The 50-year-old organization will be taking a “deeper dive,” researching and pushing out white papers to members on the top five issues identified each year, according to Churchill. “It’s not enough to be a convener,” he said, with the goal of being the definitive authority on healthcare philanthropy and the issues selected.

The strategic plan also calls for training of C-Suite members, chief executives who now must take a larger role in fundraising, as well as physicians. Flood said that the so-called “grateful patient” fundraising does not bring in the largest gifts. As hospital systems acquire physician practices, the link between doctor and patient can become a referral to organizational fundraisers, Flood suggested.

Community networking by fundraisers, senior managers and board members bring in the transformational gifts, he said.

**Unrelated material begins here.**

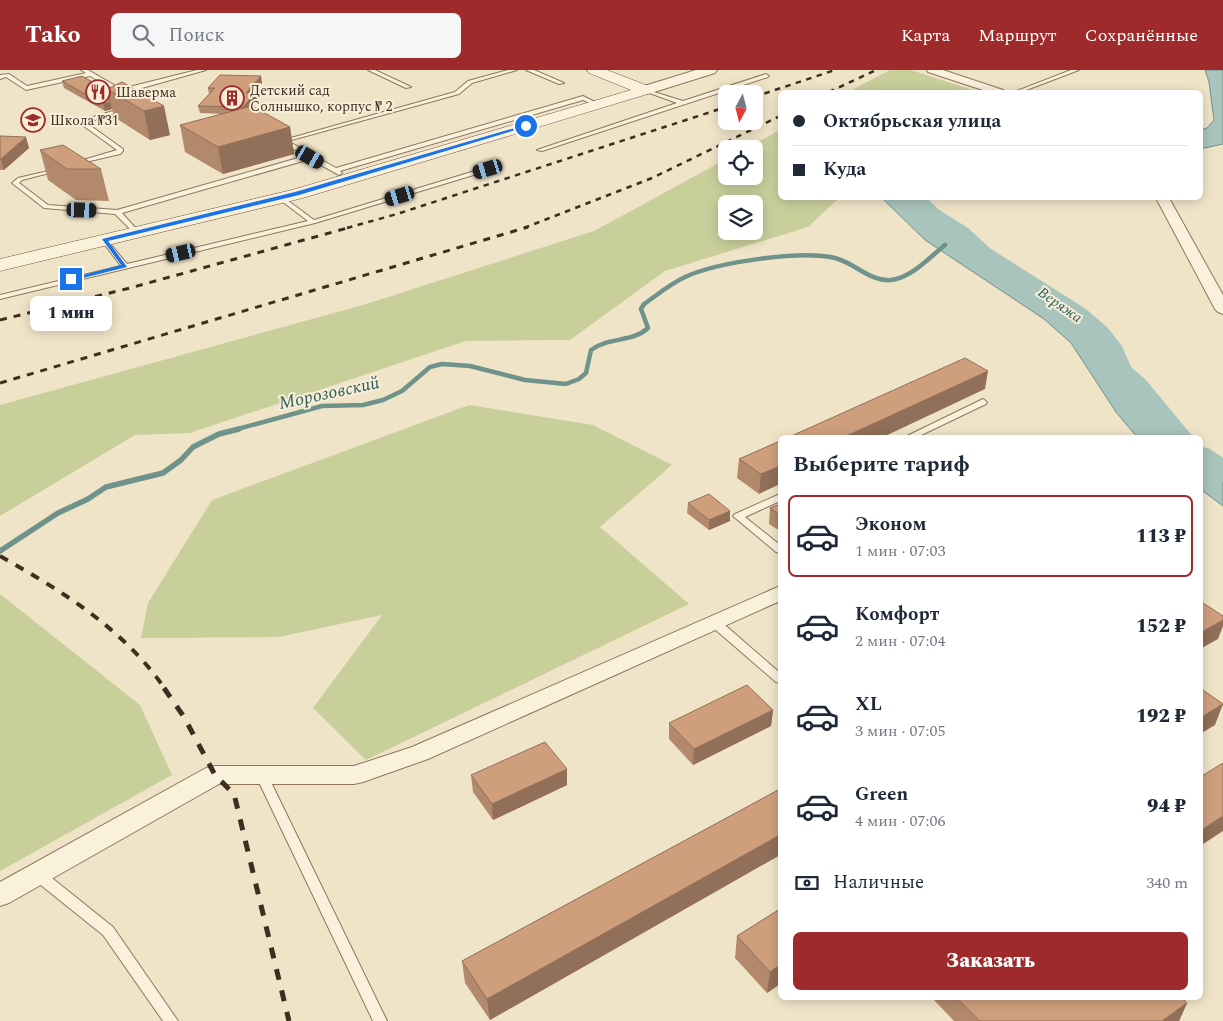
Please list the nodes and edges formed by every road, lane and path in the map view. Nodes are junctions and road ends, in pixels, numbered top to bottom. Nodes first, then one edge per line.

Churchill stressed that the organization’s educational mission remains but will evolve. For example, most of the conference sessions will be available on video. And instead of an organization sending one or two people to the annual conference for various trainings, it will be available to the larger systems on their sites as AHP taps into its network of experienced fundraisers to provide the education.

Partnerships with other U.S.-based associations, as well as international groups, will help grow the organization and the expert network. Preliminary outreach has been done with organizations in Germany, Australia and Singapore. Churchill said that some of the organizations had previously been considered competitors but that they can be complementary.

AHP, which revamped its board from 15 to seven members, is also planning to ramp up staff from its current 16 employees to handle the additional research and outreach.